Supplied records:
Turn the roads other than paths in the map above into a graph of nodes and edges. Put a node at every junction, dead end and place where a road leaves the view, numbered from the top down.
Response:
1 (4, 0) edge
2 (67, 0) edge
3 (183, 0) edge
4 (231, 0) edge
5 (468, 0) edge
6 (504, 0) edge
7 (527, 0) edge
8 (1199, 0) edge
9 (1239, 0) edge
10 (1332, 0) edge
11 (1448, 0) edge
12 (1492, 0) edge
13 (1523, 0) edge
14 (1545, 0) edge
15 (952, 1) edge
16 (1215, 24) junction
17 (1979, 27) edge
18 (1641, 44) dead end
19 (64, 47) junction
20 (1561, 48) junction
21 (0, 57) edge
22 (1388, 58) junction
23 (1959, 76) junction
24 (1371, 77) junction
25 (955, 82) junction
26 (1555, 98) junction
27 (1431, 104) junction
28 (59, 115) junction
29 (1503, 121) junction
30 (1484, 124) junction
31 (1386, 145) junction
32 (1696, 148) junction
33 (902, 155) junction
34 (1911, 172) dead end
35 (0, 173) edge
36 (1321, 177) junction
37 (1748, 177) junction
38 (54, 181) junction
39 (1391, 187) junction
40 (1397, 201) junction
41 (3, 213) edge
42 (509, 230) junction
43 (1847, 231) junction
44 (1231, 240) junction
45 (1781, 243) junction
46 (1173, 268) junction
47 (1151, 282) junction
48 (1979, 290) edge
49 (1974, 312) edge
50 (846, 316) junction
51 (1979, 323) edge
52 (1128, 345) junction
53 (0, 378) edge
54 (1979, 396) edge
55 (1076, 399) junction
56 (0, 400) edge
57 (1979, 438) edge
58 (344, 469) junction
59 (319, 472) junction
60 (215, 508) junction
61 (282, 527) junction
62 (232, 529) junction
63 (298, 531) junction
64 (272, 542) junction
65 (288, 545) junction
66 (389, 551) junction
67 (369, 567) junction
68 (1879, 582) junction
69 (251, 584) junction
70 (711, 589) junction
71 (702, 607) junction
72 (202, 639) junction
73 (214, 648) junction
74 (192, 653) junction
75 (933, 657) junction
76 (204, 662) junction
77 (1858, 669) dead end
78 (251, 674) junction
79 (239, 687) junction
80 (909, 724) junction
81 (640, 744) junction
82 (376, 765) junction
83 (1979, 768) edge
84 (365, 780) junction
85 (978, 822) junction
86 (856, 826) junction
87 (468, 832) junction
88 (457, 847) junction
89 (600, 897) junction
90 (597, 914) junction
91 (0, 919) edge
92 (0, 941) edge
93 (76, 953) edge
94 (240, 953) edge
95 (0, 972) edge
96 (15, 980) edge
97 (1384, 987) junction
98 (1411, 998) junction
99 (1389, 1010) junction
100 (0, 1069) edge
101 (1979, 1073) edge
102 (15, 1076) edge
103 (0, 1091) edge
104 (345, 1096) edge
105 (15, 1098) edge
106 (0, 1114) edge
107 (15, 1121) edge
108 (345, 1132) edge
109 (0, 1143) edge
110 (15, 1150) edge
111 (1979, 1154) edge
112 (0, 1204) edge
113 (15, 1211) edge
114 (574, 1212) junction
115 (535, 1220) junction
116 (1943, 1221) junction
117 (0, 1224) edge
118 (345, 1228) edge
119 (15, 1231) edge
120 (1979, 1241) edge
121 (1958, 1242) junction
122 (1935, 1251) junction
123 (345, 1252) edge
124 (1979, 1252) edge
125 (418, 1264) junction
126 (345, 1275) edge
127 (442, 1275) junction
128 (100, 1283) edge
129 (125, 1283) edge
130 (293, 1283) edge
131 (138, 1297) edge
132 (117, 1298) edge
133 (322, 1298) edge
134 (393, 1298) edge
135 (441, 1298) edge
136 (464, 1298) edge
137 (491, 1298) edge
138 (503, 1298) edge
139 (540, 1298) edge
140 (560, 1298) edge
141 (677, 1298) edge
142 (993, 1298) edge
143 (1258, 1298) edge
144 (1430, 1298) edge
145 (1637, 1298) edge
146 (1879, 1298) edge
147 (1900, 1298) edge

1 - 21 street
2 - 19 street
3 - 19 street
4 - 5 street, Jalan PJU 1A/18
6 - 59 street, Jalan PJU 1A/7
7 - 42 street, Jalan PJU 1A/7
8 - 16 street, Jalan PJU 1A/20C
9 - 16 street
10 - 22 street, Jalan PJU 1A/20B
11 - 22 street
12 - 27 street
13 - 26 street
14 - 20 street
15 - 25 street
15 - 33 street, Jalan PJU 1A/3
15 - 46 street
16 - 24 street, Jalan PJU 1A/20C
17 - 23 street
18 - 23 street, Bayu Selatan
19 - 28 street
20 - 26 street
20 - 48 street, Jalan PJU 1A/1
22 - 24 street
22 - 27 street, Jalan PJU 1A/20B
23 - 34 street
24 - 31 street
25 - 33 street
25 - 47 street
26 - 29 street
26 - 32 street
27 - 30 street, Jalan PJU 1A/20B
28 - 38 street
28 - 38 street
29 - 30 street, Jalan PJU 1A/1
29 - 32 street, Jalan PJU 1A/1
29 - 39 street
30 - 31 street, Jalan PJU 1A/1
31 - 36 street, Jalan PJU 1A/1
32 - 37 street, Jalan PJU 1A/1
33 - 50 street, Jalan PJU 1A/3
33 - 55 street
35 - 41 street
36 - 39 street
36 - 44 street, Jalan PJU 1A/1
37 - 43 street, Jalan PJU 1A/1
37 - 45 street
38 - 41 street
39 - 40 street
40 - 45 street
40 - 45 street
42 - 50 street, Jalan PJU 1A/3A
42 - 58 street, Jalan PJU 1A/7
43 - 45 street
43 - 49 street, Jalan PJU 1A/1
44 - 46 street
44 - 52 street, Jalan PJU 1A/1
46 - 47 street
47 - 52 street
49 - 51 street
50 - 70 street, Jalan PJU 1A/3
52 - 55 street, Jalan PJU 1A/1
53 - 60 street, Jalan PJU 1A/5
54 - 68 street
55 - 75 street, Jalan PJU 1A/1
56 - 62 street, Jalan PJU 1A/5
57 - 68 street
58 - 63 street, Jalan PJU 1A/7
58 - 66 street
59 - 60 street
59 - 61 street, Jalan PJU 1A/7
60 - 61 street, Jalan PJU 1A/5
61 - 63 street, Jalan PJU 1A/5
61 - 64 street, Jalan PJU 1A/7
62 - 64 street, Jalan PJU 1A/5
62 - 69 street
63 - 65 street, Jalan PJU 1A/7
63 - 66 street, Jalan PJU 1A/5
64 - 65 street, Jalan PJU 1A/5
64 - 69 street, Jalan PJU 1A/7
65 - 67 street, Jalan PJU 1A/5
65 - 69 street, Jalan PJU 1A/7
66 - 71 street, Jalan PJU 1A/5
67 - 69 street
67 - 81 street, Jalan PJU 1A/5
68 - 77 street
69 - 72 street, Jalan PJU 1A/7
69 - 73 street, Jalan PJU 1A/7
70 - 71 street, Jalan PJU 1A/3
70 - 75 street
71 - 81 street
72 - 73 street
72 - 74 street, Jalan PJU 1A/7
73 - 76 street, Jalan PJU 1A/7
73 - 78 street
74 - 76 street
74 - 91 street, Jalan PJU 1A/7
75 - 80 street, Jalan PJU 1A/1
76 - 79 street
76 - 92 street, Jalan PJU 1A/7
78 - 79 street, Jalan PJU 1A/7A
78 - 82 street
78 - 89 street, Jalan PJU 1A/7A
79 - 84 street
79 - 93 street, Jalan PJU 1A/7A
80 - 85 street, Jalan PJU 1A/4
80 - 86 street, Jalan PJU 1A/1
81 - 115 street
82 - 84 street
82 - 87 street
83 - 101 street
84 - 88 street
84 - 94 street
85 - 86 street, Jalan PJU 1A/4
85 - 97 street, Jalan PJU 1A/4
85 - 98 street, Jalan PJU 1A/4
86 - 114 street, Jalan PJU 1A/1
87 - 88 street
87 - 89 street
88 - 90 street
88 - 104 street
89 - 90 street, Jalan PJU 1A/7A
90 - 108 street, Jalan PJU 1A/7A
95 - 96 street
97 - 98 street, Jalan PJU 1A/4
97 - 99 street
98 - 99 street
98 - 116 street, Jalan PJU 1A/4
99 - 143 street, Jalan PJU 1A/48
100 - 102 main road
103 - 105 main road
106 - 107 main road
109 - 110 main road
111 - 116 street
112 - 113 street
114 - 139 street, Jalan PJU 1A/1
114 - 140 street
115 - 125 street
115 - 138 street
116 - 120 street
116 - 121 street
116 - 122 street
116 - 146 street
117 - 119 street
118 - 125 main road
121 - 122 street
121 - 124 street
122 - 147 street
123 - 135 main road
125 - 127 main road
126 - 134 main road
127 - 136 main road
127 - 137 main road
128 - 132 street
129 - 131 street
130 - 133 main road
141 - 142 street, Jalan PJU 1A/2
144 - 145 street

Problem details:
Your reply must be one number: the count of lines in the records above that contain the string "dead".

Completed exercise:
4